Apoc seems like a well-designed rules set that accomplishes a lot of the goals it presumably set for itself. I'm excited to try it out. However, I'm not sure the concepts you've mentioned would translate smoothly.
Applying damage at the end of the battle round is interesting. It kind of solves the issue of alpha striking. It ensures you'll get at least one turn to use your units in some way.
However, some armies strongly rely on offense as a form of defense. Drukhari, for instance, are notoriously fragile. Their playstyle is all about leveraging their mobility to get the jump on the enemy and take it down before it can hurt them back. For instance, your gun boats might hide behind a building or out of range on turn 1, then fly forward to kill off the anti-gunboat unit your opponent brought, thus killing it before it could shoot at its preferred target. By waiting until the end of the round to remove casualties, this same tactic would result in the anti-gunboat tank downing some of the units that would normally have murdered it without retaliation.
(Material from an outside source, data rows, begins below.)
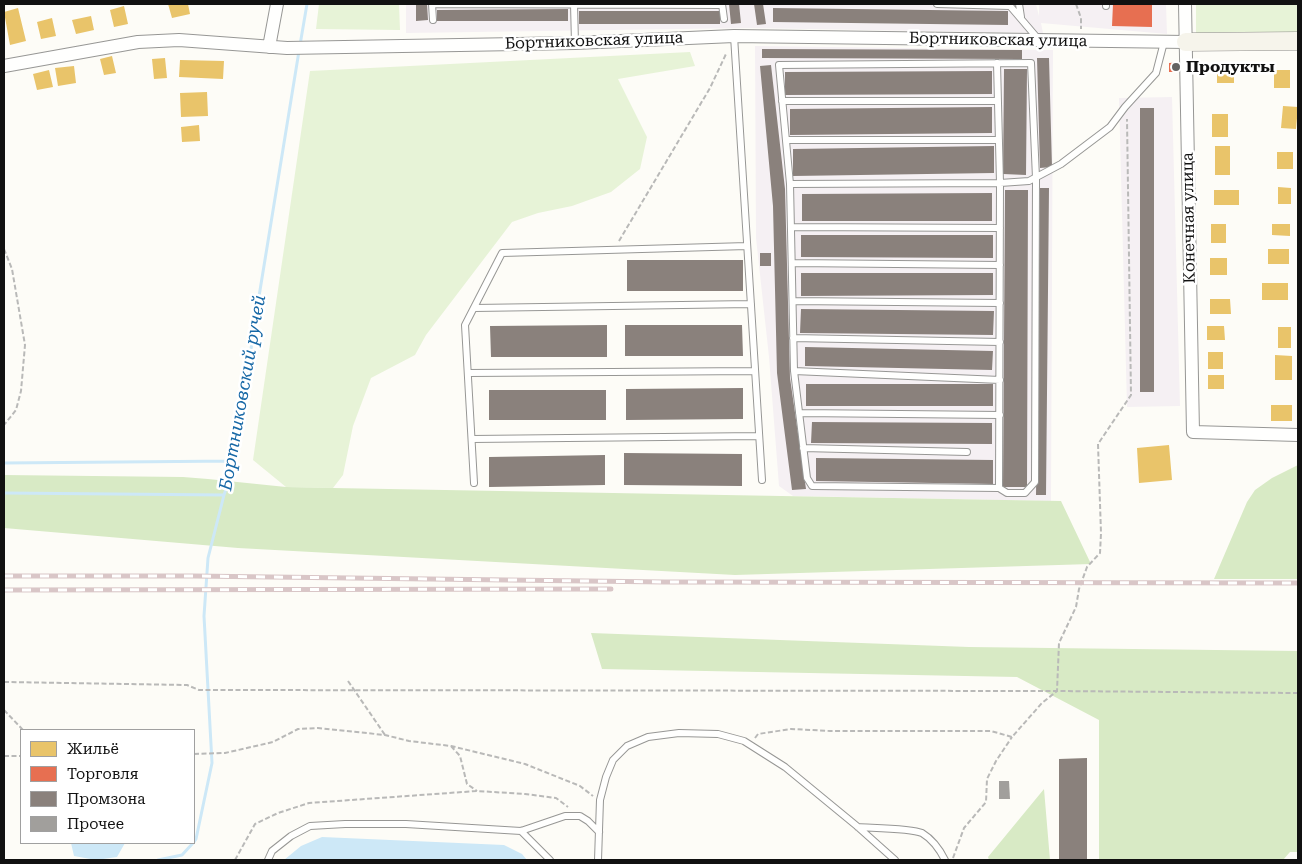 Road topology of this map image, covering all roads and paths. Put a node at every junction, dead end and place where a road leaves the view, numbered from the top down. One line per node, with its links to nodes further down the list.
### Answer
1 (278, 4): 20 (street)
2 (432, 4): 3 (lane); 12 (lane)
3 (574, 4): 4 (lane); 19 (lane)
4 (722, 4): 11 (lane)
5 (937, 4): 6 (lane)
6 (982, 4): 10 (lane)
7 (1019, 4): 10 (lane)
8 (1076, 4): 15 (path)
9 (1186, 4): 18 (street, Конечная улица)
10 (1021, 18): 14 (lane)
11 (724, 19)
12 (433, 20)
13 (734, 36): 14 (street, Бортниковская улица); 19 (street, Бортниковская улица); 33 (lane); 35 (path)
14 (1040, 41): 15 (street, Бортниковская улица)
15 (1081, 41): 17 (street, Бортниковская улица)
16 (1298, 41): 18 (street)
17 (1164, 42): 18 (street, Бортниковская улица); 25 (lane)
18 (1186, 42): 51 (street, Конечная улица)
19 (575, 43): 20 (street, Бортниковская улица)
20 (269, 47): 22 (street, Бортниковская улица)
21 (997, 63): 23 (lane); 24 (lane); 28 (lane)
22 (4, 66)
23 (782, 101): 24 (lane); 26 (lane)
24 (998, 101): 27 (lane)
25 (1125, 107): 28 (lane); 62 (path)
26 (786, 140): 27 (lane); 30 (lane)
27 (999, 140): 29 (lane)
28 (1036, 178): 29 (lane); 58 (lane)
29 (1000, 183): 30 (lane); 32 (lane)
30 (790, 184): 31 (lane)
31 (791, 227): 32 (lane); 36 (lane)
32 (1000, 228): 37 (lane)
33 (747, 246): 35 (lane); 40 (lane)
34 (4, 249): 50 (path)
35 (614, 249): 41 (lane)
36 (792, 263): 37 (lane); 38 (lane)
37 (1000, 265): 39 (lane)
38 (792, 301): 39 (lane); 42 (lane)
39 (1000, 303): 43 (lane)
40 (751, 304): 41 (lane); 44 (lane)
41 (474, 308): 46 (lane)
42 (793, 338): 43 (lane); 45 (lane)
43 (1000, 342): 47 (lane)
44 (755, 371): 46 (lane); 52 (lane)
45 (794, 371): 47 (lane); 48 (lane)
46 (468, 372): 53 (lane)
47 (1000, 380): 49 (lane)
48 (799, 413): 49 (lane); 54 (lane)
49 (1000, 415): 58 (lane)
50 (4, 425)
51 (1298, 435)
52 (759, 436): 53 (lane); 56 (lane)
53 (472, 439): 57 (lane)
54 (803, 448): 55 (lane); 58 (lane)
55 (967, 452)
56 (762, 480)
57 (474, 483)
58 (999, 488)
59 (348, 681): 61 (path)
60 (4, 682): 61 (path)
61 (354, 690): 62 (path); 66 (path)
62 (1057, 691): 63 (path); 67 (path)
63 (1298, 693)
64 (4, 710): 65 (path)
65 (22, 729)
66 (386, 735): 69 (path); 70 (path)
67 (1012, 737): 68 (path); 85 (path)
68 (751, 745): 74 (lane); 76 (lane)
69 (451, 746): 73 (path); 74 (path)
70 (195, 754)
71 (4, 756): 72 (path)
72 (20, 756)
73 (477, 791): 75 (path); 79 (path)
74 (600, 800): 78 (lane)
75 (580, 816): 77 (lane); 78 (lane)
76 (858, 827): 83 (lane); 84 (lane)
77 (521, 831): 80 (lane); 81 (lane)
78 (599, 832): 82 (lane)
79 (235, 860)
80 (268, 860)
81 (550, 860)
82 (598, 860)
83 (895, 860)
84 (945, 860)
85 (952, 860)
My concern is that this would end up rewarding armies/units that trade well in a straight up fight (thinks that are tanky enough to soak up or survive a turn of fire while returning their own fire). So if my drukhari and your death gaurd (for the sake of discussion) get into a fire fight, I'll probably die because that's what drukhari do when they're shot at. But your death guard might manage to stick around for an extra turn thus giving you the edge.
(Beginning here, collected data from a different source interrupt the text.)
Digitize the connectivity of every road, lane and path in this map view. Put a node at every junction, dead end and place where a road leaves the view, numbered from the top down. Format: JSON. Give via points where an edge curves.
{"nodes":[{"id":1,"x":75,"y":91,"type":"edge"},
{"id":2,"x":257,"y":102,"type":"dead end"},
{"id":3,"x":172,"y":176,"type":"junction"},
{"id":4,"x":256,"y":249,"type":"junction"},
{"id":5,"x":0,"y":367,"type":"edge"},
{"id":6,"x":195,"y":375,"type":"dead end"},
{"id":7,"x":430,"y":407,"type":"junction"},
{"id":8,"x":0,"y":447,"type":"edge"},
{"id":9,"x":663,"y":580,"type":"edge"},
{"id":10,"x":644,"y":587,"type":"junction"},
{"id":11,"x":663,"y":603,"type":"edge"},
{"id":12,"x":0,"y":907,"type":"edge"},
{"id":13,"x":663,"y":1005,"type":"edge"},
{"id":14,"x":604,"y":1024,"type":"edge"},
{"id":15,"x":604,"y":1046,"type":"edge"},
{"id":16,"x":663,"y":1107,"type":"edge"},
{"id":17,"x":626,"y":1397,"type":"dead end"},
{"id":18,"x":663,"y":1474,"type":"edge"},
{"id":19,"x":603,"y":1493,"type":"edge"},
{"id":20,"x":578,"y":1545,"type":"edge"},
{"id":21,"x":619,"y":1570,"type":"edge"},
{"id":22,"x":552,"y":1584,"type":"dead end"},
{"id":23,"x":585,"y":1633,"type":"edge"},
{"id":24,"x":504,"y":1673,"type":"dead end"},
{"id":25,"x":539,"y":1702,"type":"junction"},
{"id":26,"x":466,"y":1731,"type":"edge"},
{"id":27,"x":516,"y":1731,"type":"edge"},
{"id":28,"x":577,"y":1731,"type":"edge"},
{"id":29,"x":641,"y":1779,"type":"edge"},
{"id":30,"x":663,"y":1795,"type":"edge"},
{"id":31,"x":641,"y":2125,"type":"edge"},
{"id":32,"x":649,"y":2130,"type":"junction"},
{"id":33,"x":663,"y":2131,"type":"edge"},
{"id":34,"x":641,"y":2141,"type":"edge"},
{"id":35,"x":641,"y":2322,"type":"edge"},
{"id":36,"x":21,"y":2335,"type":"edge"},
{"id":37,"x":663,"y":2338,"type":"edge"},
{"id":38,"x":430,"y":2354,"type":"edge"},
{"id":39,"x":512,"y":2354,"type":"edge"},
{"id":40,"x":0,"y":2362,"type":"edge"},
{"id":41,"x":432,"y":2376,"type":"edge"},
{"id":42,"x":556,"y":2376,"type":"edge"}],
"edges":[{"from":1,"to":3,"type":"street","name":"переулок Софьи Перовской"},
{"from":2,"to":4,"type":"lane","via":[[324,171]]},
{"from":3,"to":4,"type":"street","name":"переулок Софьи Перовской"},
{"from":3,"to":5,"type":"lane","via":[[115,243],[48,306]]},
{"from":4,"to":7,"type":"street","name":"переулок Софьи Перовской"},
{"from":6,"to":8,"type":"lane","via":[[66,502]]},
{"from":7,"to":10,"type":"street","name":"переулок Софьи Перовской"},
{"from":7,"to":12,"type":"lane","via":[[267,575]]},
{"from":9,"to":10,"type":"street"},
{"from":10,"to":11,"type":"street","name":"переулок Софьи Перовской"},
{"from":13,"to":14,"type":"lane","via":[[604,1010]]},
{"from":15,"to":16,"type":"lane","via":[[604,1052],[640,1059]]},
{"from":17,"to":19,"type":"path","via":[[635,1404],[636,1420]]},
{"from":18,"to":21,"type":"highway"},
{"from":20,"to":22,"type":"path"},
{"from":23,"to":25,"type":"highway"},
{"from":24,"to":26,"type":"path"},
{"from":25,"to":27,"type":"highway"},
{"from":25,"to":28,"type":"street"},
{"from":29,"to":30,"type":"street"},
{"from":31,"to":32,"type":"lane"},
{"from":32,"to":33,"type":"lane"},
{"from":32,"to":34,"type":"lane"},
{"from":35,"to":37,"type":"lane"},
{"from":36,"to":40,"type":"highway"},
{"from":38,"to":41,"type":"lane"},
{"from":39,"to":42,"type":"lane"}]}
Any idea how Apoc gets around this? Does it get around this?
There's definitely a form of card-based strats that would work perfectly well. I'm just not sure the apoc system is the best fit for 40k. In apoc, drawing additional cards creates a value in drawing many cards (to help ensure you get a card that will be valuable that turn instead of being stuck with a less useful card). This in turn makes characters useful (because they generate the cards). In 40k, there's no need to encourage the inclusion of characters the way there is in Apoc. Characters in 40k are already useful.
Plus, many 40k strats are either very situational or critical to a unit's function. A unit of wraith guard slogging across the table on foot is very different from that same unit being deepstruck via the webway strat. Crucible of Malediction (a short-ranged "nova" effect that targets psykers in range of a specific type of drukhari character) is a very niche strat. You might use it when the opportunity arises, but that opportunity doesn't arise very often. Making access to the strat random/unreliable makes it the stratagem that much less useful because you both need the niche situation in which the strat is useful to arise AND you need to actually have the card in your hand at that moment. If there's the potential to exclude cards from your stratagem deck, then niche strats like Crucibal would basically become non-options rather than niche options; you'd remove it from your deck every time.
Alternative activation is a good idea that has been discussed over and over again and recently on these forums.